Comparison of Digital Chest X-Ray and Thoracic Computed Tomography Scan in Childhood Tuberculosis

authors:

avatar Mohammad Reza Bolursaz 1 , avatar Payam Mehrian 2 , * , avatar Farahnaz Aghahosseini 1 , avatar Ferial Lotfian 1 , avatar Fatemeh Vakilian 2 , avatar Soheila Khalilzadeh 1 , avatar Nooshin Baghaei 2

Pediatric Respiratory Diseases Research Center, National Research Institute of Tuberculosis and Lung Diseases, Shahid Beheshti University of Medical Sciences, Tehran, IR Iran
Chronic Respiratory Diseases Research Center, National Research Institute of Tuberculosis and Lung Diseases, Shahid Beheshti University of Medical Sciences, Tehran, IR Iran

How To Cite Bolursaz M R, Mehrian P, Aghahosseini F, Lotfian F, Vakilian F, et al. Comparison of Digital Chest X-Ray and Thoracic Computed Tomography Scan in Childhood Tuberculosis. Zahedan J Res Med Sci. 2015;17(8):e1025. https://doi.org/10.17795/zjrms1025.

Abstract

Background:

Imaging is the mainstay of diagnostic criteria in tuberculosis (TB) diagnosis, especially in children; however, the exact role of chest X-ray (CXR) and thoracic CT scan (TCT) still remains controversial. The aim of this study is to compare digital chest X-ray and thoracic CT scan in childhood tuberculosis.

Materials and Methods:

In this retrospective comparative study, 38 children under 15 years old with proved diagnosis of TB who were admitted to Massih Daneshvari hospital during 2010 to 2012. Digital chest X-ray and spiral thoracic CT was performed before starting medication.

Results:

Direct smear for acid-fast bacillus was positive only in 38%. Positive tuberculin skin test was seen in 51% of the cases. Chest X-ray was normal in 36.8% of children, while CT scan was negative only in 21%. Overall sensitivity of thoracic CT scan and chest X-ray were 78.9% and 63.2%, respectively which show no significant difference. CT scan detected lymphadenopathy, nodule/nodular infiltration, collapse and pleural effusion/ thickening significantly better than chest X-ray; however, there was no significant difference between CXR and TCT in detection rate of consolidation/ground glass opacity, bronchiectasis, cicatricial volume loss and cavity/abscess.

Conclusions:

This study proposed that investigation of children suspicious of tuberculosis by digital chest X-ray is still of great value. It seems that thoracic CT scan in children suspected of tuberculosis infection can be limited only to investigation of complications in selected patients.

1. Introduction

Tuberculosis (TB) is one of the top 10 causes of death in children worldwide [1]. Children under 3 years of age are at greatest risk for developing tuberculosis [2]; however, they are given low priority in most health programs [1] and often go undiagnosed [2]. Although there are many progressions on tuberculosis in adult patients, childhood tuberculosis remains a hidden epidemic in most countries [3]. According to WHO and the stop TB partnership, most affected children can be saved with better diagnosis of the condition, greater access to health services and improved coordination of healthcare programs [4]. But TB can be hard to diagnose in children. Non-specific symptoms and signs, difficulties to obtain sufficient sample and pauci-bacillary nature of the disease are the three most important causes.

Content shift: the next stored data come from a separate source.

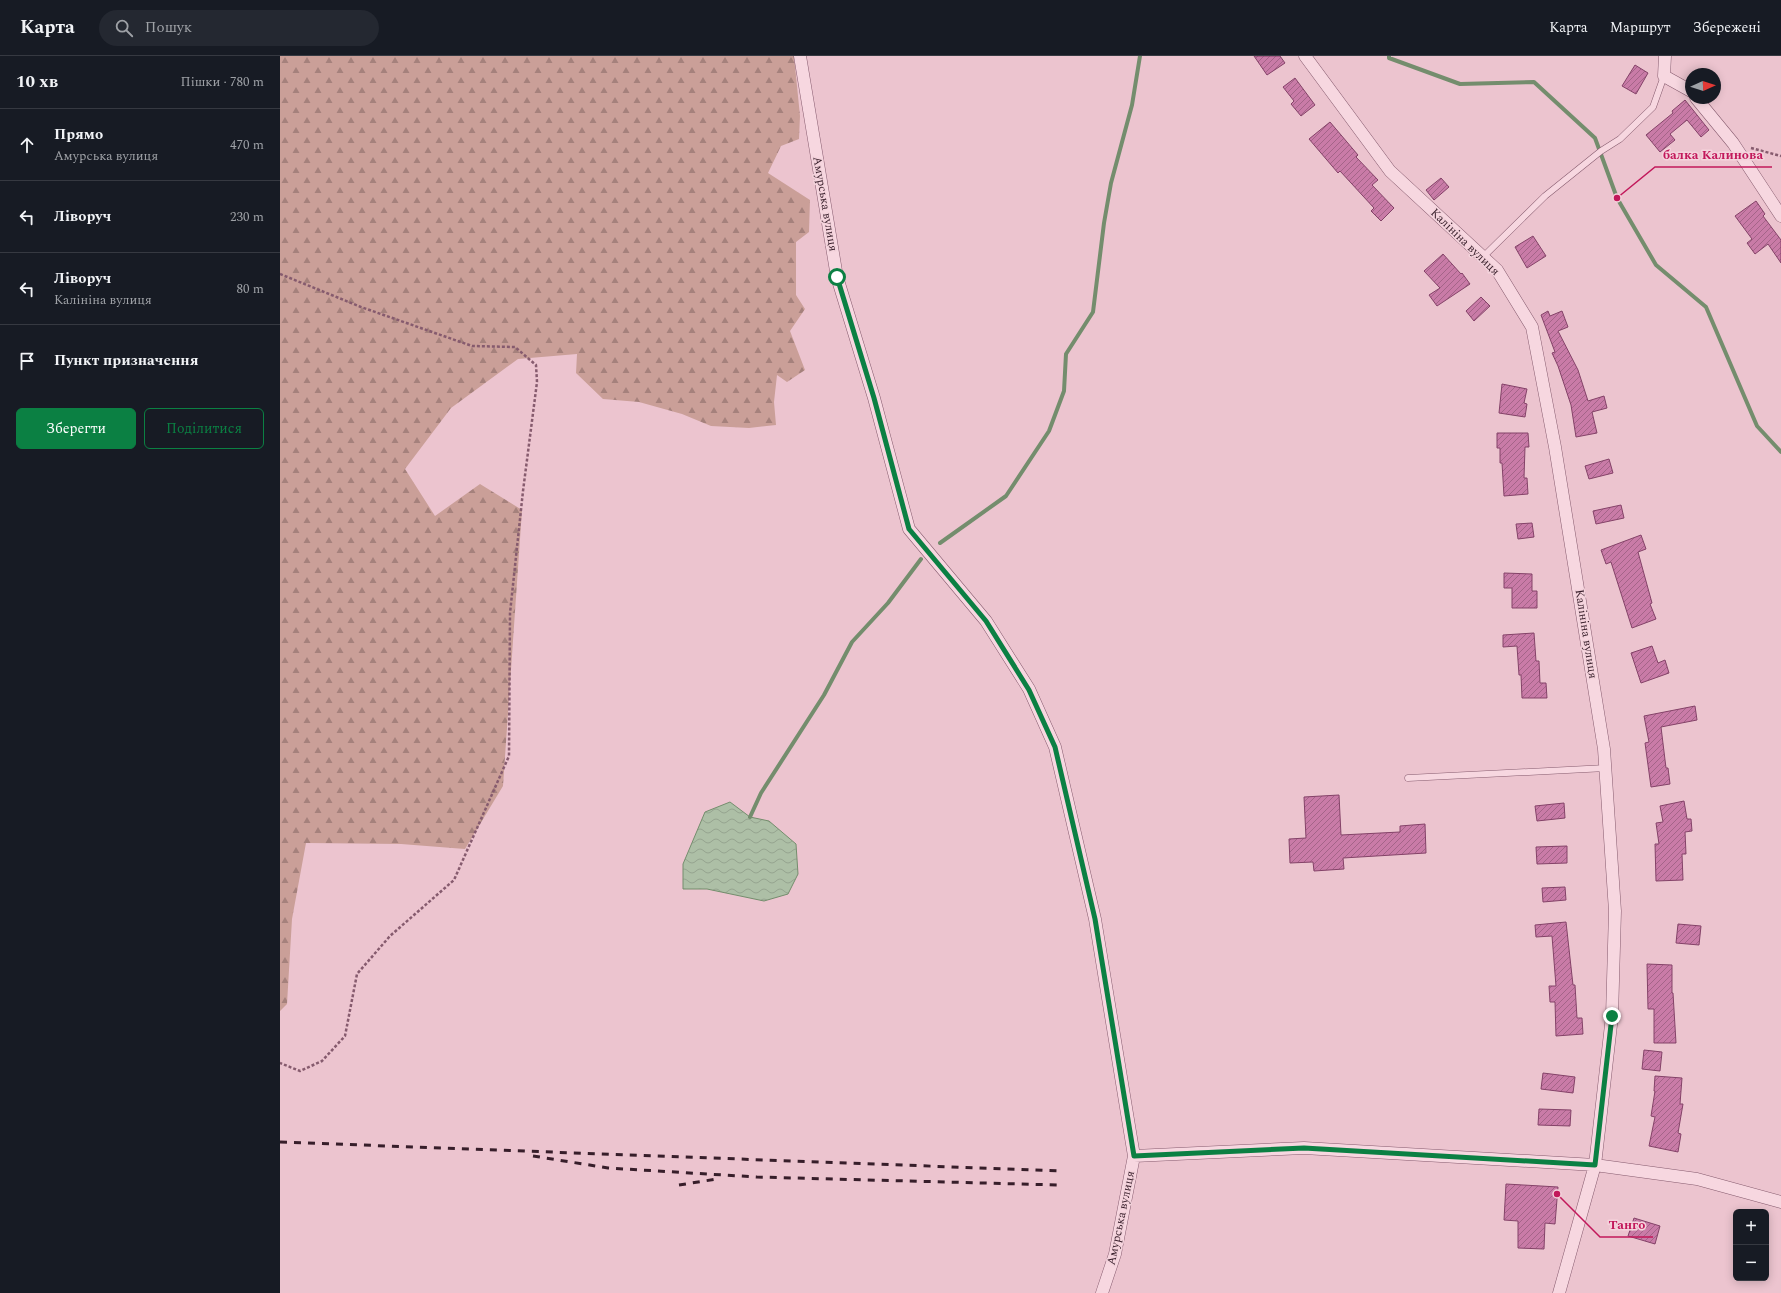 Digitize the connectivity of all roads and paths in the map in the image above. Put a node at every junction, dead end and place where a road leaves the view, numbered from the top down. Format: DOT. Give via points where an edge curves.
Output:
graph roads {
  1 [pos="800,56"];
  2 [pos="1305,56"];
  3 [pos="1665,56"];
  4 [pos="1664,76"];
  5 [pos="1685,88"];
  6 [pos="1701,104"];
  7 [pos="1733,143"];
  8 [pos="1781,156"];
  9 [pos="1781,216"];
  10 [pos="1483,257"];
  11 [pos="280,274"];
  12 [pos="1606,768"];
  13 [pos="1408,778"];
  14 [pos="280,1063"];
  15 [pos="1134,1156"];
  16 [pos="1595,1165"];
  17 [pos="1781,1202"];
  18 [pos="1102,1293"];
  19 [pos="1559,1293"];
  1 -- 15 [label="street, Амурська вулиця" via="837,277 874,398 909,529 986,621 1029,690 1055,747 1095,919"];
  2 -- 10 [label="street, Калініна вулиця" via="1390,171"];
  3 -- 4 [label="street"];
  4 -- 5 [label="street"];
  4 -- 10 [label="lane" via="1653,107 1620,140 1601,151 1545,196"];
  6 -- 7 [label="street"];
  7 -- 8 [label="path"];
  7 -- 9 [label="street"];
  10 -- 12 [label="street, Калініна вулиця" via="1497,270 1532,327 1558,462"];
  11 -- 14 [label="path" via="361,307 472,346 515,347 536,365 537,382 510,613 509,756 454,880 390,936 357,974 345,1036 322,1061 300,1071"];
  12 -- 13 [label="lane"];
  12 -- 16 [label="street, Калініна вулиця" via="1615,912 1612,1016"];
  15 -- 16 [label="street" via="1304,1148"];
  15 -- 18 [label="street, Амурська вулиця" via="1115,1254"];
  16 -- 17 [label="street" via="1697,1179"];
  16 -- 19 [label="street, Калініна вулиця"];
} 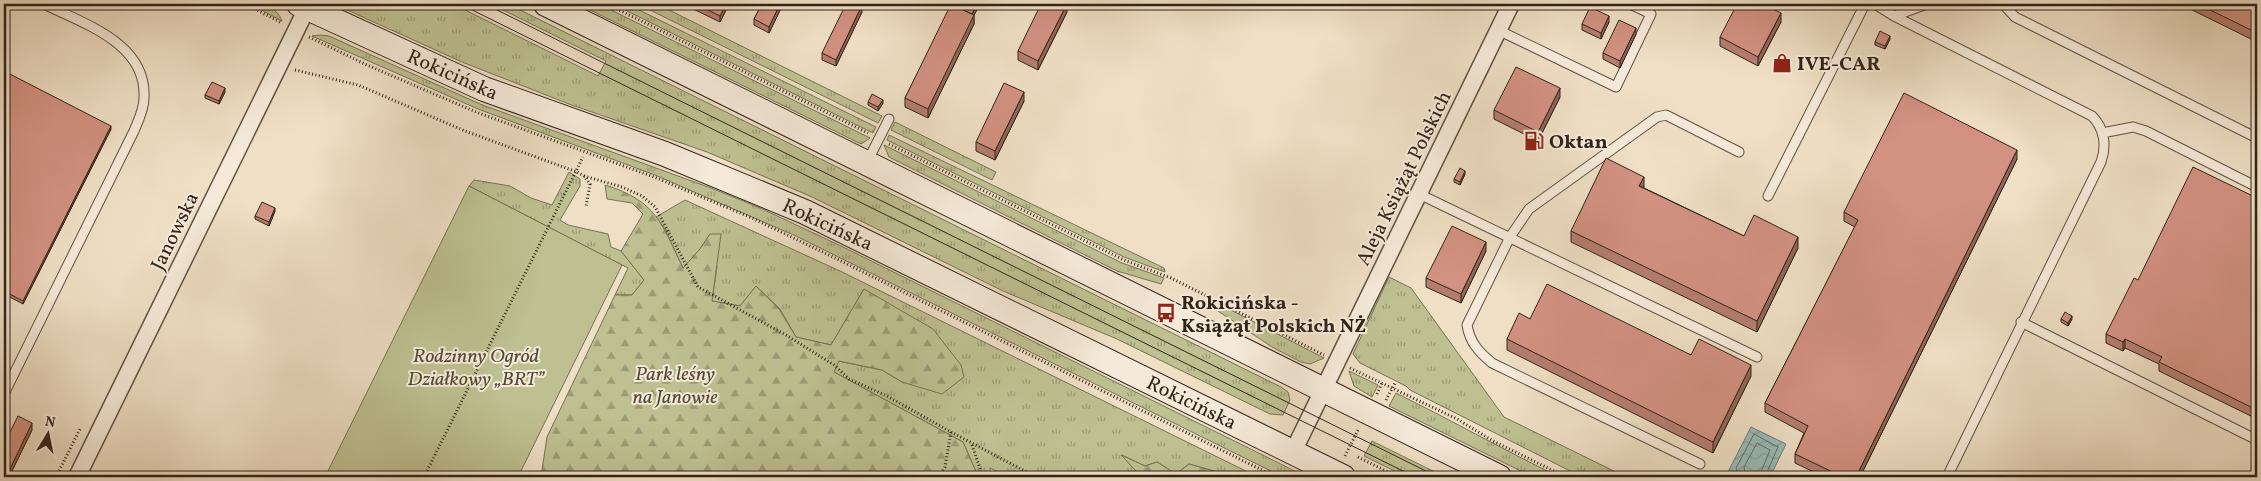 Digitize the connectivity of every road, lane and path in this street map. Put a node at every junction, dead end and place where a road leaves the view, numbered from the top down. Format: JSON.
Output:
{"nodes":[{"id":1,"x":44,"y":4,"type":"edge"},
{"id":2,"x":245,"y":4,"type":"edge"},
{"id":3,"x":546,"y":4,"type":"edge"},
{"id":4,"x":606,"y":4,"type":"edge"},
{"id":5,"x":1511,"y":4,"type":"edge"},
{"id":6,"x":1630,"y":4,"type":"edge"},
{"id":7,"x":1865,"y":4,"type":"edge"},
{"id":8,"x":1874,"y":4,"type":"edge"},
{"id":9,"x":1927,"y":4,"type":"edge"},
{"id":10,"x":2003,"y":4,"type":"edge"},
{"id":11,"x":303,"y":6,"type":"edge"},
{"id":12,"x":1894,"y":16,"type":"junction"},
{"id":13,"x":1498,"y":30,"type":"junction"},
{"id":14,"x":295,"y":31,"type":"junction"},
{"id":15,"x":279,"y":65,"type":"junction"},
{"id":16,"x":888,"y":119,"type":"dead end"},
{"id":17,"x":2102,"y":133,"type":"junction"},
{"id":18,"x":2257,"y":138,"type":"edge"},
{"id":19,"x":879,"y":139,"type":"junction"},
{"id":20,"x":1738,"y":152,"type":"dead end"},
{"id":21,"x":583,"y":157,"type":"dead end"},
{"id":22,"x":866,"y":164,"type":"junction"},
{"id":23,"x":577,"y":172,"type":"junction"},
{"id":24,"x":584,"y":176,"type":"junction"},
{"id":25,"x":2257,"y":186,"type":"edge"},
{"id":26,"x":1419,"y":194,"type":"junction"},
{"id":27,"x":1768,"y":196,"type":"dead end"},
{"id":28,"x":586,"y":207,"type":"dead end"},
{"id":29,"x":1510,"y":237,"type":"junction"},
{"id":30,"x":2021,"y":322,"type":"junction"},
{"id":31,"x":1328,"y":357,"type":"dead end"},
{"id":32,"x":1756,"y":357,"type":"dead end"},
{"id":33,"x":1348,"y":367,"type":"dead end"},
{"id":34,"x":1382,"y":383,"type":"junction"},
{"id":35,"x":1394,"y":384,"type":"dead end"},
{"id":36,"x":1392,"y":388,"type":"junction"},
{"id":37,"x":1323,"y":390,"type":"junction"},
{"id":38,"x":4,"y":394,"type":"edge"},
{"id":39,"x":1374,"y":400,"type":"dead end"},
{"id":40,"x":1384,"y":405,"type":"dead end"},
{"id":41,"x":952,"y":432,"type":"junction"},
{"id":42,"x":1356,"y":433,"type":"dead end"},
{"id":43,"x":2257,"y":440,"type":"edge"},
{"id":44,"x":972,"y":444,"type":"junction"},
{"id":45,"x":1349,"y":448,"type":"dead end"},
{"id":46,"x":1293,"y":452,"type":"junction"},
{"id":47,"x":1358,"y":458,"type":"dead end"},
{"id":48,"x":1700,"y":464,"type":"dead end"},
{"id":49,"x":81,"y":476,"type":"edge"},
{"id":50,"x":424,"y":477,"type":"edge"},
{"id":51,"x":940,"y":477,"type":"edge"},
{"id":52,"x":983,"y":477,"type":"edge"},
{"id":53,"x":1036,"y":477,"type":"edge"},
{"id":54,"x":1276,"y":477,"type":"edge"},
{"id":55,"x":1343,"y":477,"type":"edge"},
{"id":56,"x":1398,"y":477,"type":"edge"},
{"id":57,"x":1499,"y":477,"type":"edge"},
{"id":58,"x":1566,"y":477,"type":"edge"},
{"id":59,"x":1947,"y":477,"type":"edge"}],
"edges":[{"from":1,"to":38,"type":"lane"},
{"from":2,"to":14,"type":"path"},
{"from":3,"to":22,"type":"main road"},
{"from":4,"to":19,"type":"path"},
{"from":5,"to":13,"type":"street","name":"Aleja Książąt Polskich"},
{"from":6,"to":13,"type":"lane"},
{"from":7,"to":27,"type":"lane"},
{"from":8,"to":12,"type":"lane"},
{"from":9,"to":12,"type":"lane"},
{"from":10,"to":18,"type":"lane"},
{"from":11,"to":14,"type":"street","name":"Janowska"},
{"from":11,"to":46,"type":"main road","name":"Rokicińska"},
{"from":12,"to":17,"type":"lane"},
{"from":13,"to":26,"type":"street","name":"Aleja Książąt Polskich"},
{"from":14,"to":15,"type":"street","name":"Janowska"},
{"from":14,"to":54,"type":"path"},
{"from":15,"to":23,"type":"path"},
{"from":15,"to":49,"type":"street","name":"Janowska"},
{"from":16,"to":19,"type":"lane"},
{"from":17,"to":25,"type":"lane"},
{"from":17,"to":30,"type":"lane"},
{"from":19,"to":22,"type":"lane"},
{"from":19,"to":31,"type":"path"},
{"from":20,"to":29,"type":"lane"},
{"from":21,"to":23,"type":"path"},
{"from":22,"to":37,"type":"main road"},
{"from":23,"to":24,"type":"path"},
{"from":23,"to":50,"type":"path"},
{"from":24,"to":28,"type":"path"},
{"from":24,"to":41,"type":"path"},
{"from":26,"to":29,"type":"lane"},
{"from":26,"to":37,"type":"street","name":"Aleja Książąt Polskich"},
{"from":29,"to":32,"type":"lane"},
{"from":29,"to":48,"type":"lane"},
{"from":30,"to":43,"type":"lane"},
{"from":30,"to":59,"type":"lane"},
{"from":33,"to":34,"type":"path"},
{"from":34,"to":36,"type":"path"},
{"from":34,"to":39,"type":"path"},
{"from":35,"to":36,"type":"path"},
{"from":36,"to":40,"type":"path"},
{"from":36,"to":58,"type":"path"},
{"from":37,"to":46,"type":"street","name":"Aleja Książąt Polskich"},
{"from":37,"to":57,"type":"main road"},
{"from":41,"to":44,"type":"path"},
{"from":41,"to":51,"type":"path"},
{"from":42,"to":45,"type":"path"},
{"from":44,"to":52,"type":"path"},
{"from":44,"to":53,"type":"path"},
{"from":46,"to":55,"type":"main road","name":"Rokicińska"},
{"from":47,"to":56,"type":"path"}]} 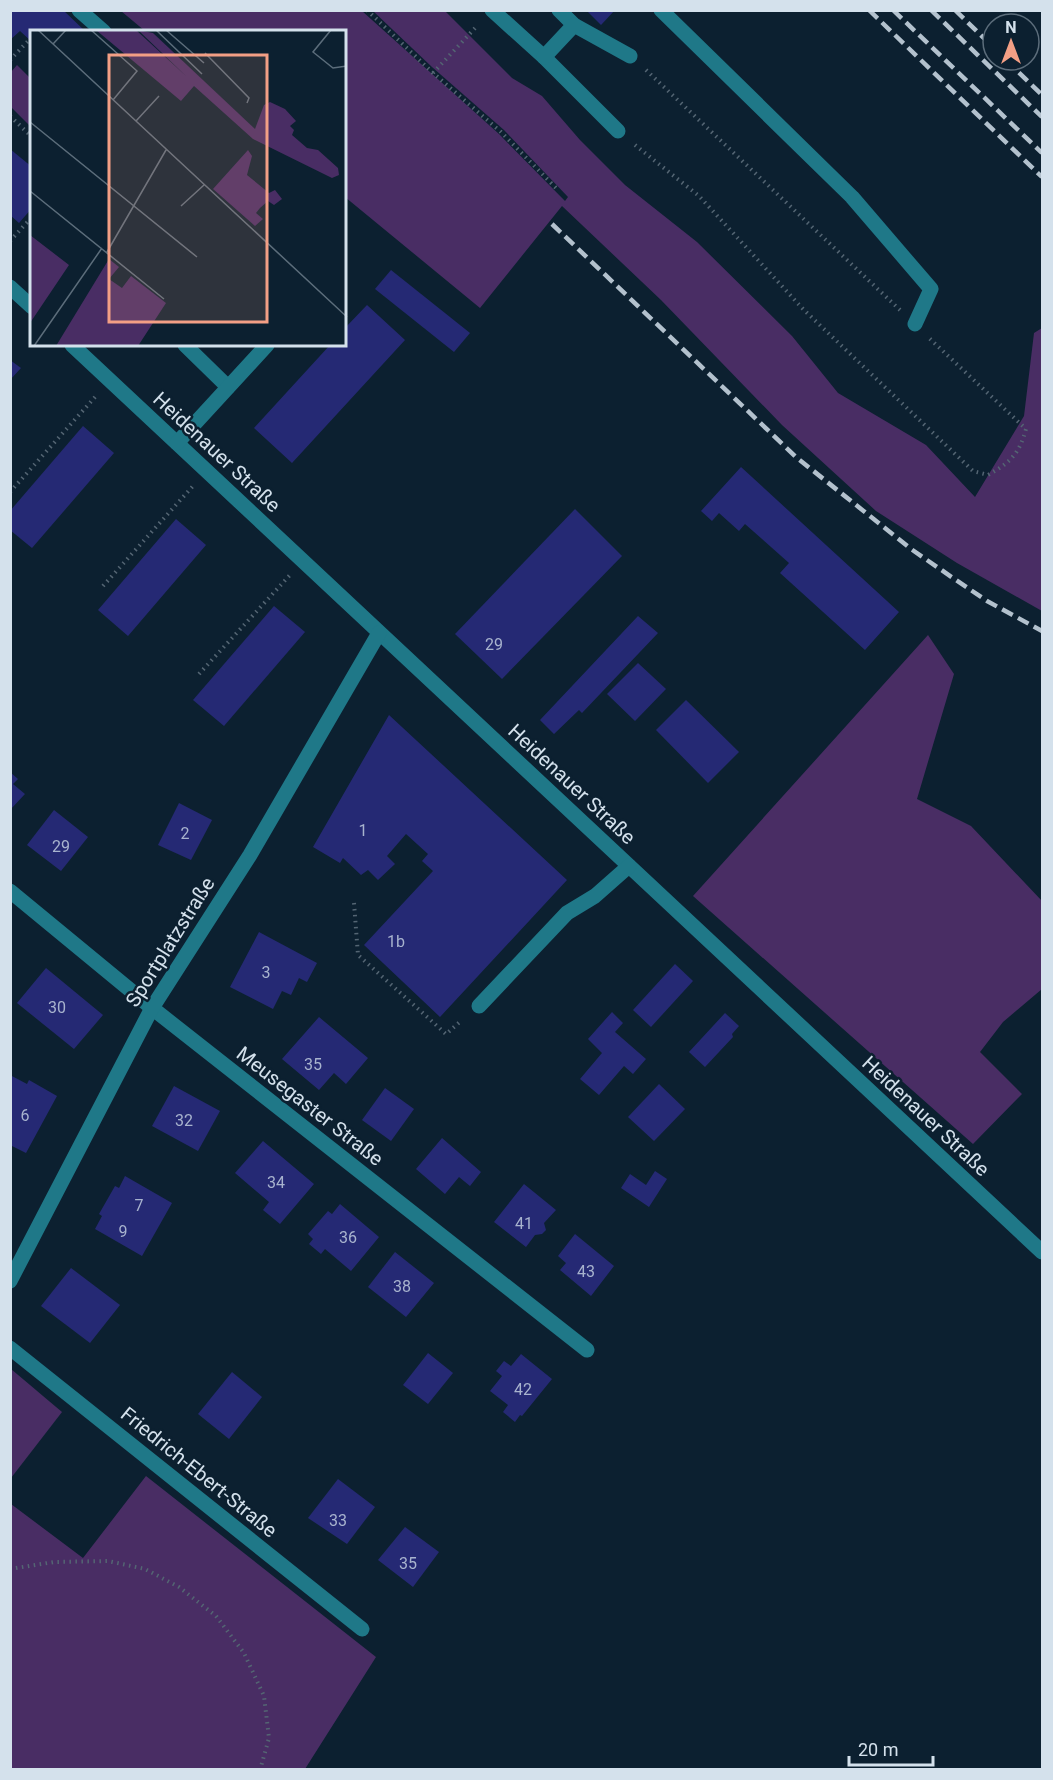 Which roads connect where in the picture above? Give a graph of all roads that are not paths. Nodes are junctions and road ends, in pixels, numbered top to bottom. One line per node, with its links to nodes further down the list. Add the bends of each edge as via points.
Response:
1 (79, 10): 6 (street)
2 (559, 10): 5 (street)
3 (661, 10): 12 (street, via 852,197 931,289)
4 (488, 15): 8 (street)
5 (574, 25): 7 (street); 8 (street)
6 (102, 30)
7 (630, 56)
8 (544, 57): 9 (street)
9 (618, 131)
10 (10, 287): 11 (street)
11 (29, 300)
12 (915, 324)
13 (73, 346): 17 (street, Heidenauer Straße)
14 (186, 346): 16 (street)
15 (266, 346): 16 (street)
16 (228, 387): 17 (street)
17 (177, 443): 18 (street, Heidenauer Straße)
18 (380, 633): 19 (street, Heidenauer Straße); 22 (street, Sportplatzstraße, via 250,855)
19 (629, 866): 21 (street, via 595,896 567,913); 23 (street, Heidenauer Straße)
20 (10, 891): 22 (street, Meusegaster Straße)
21 (479, 1006)
22 (152, 1008): 24 (street, Sportplatzstraße); 26 (street, Meusegaster Straße)
23 (1042, 1252)
24 (10, 1281)
25 (10, 1348): 27 (street, Friedrich-Ebert-Straße)
26 (587, 1350)
27 (362, 1629)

While high-income countries use sophisticated childhood molecular tests to detect tuberculosis, most developing countries still use a method developed 130 years ago. WHO has proposed 4 criteria for diagnosis of tuberculosis in children, of which one should met 3 scores: 1-relevant symptoms (+1), 2-close contact (+2), 3-tuberculin skin test (+1), 4-radiological findings compatible with tuberculosis diagnosis (+1) along with isolation of microorganism from a sample. Since it is difficult to make a diagnosis based on bacteriology, diagnosis of tuberculosis in children strongly relies on radiological findings and tuberculin skin test results [5]. Relevant radiological features detectable by chest X-ray are: enlarged mediastinal/hilar lymphadenopathy, primary complex of Ranke, pneumonic infiltration, abscess, cavity, calcification, plural effusion and empyema [6]. Mediastinal lymphadenopathy which is considered as a radiological hallmark of primary TB, could be hard to detect by chest X-ray alone. Moreover, chest X-ray is often disappointing in finding of minimally active disease which is present in most patients with normal chest X-ray. Poor inter-observer agreement in X-ray interpretation is another challenging problem in the routine use of chest X-ray in identification of tuberculosis [7].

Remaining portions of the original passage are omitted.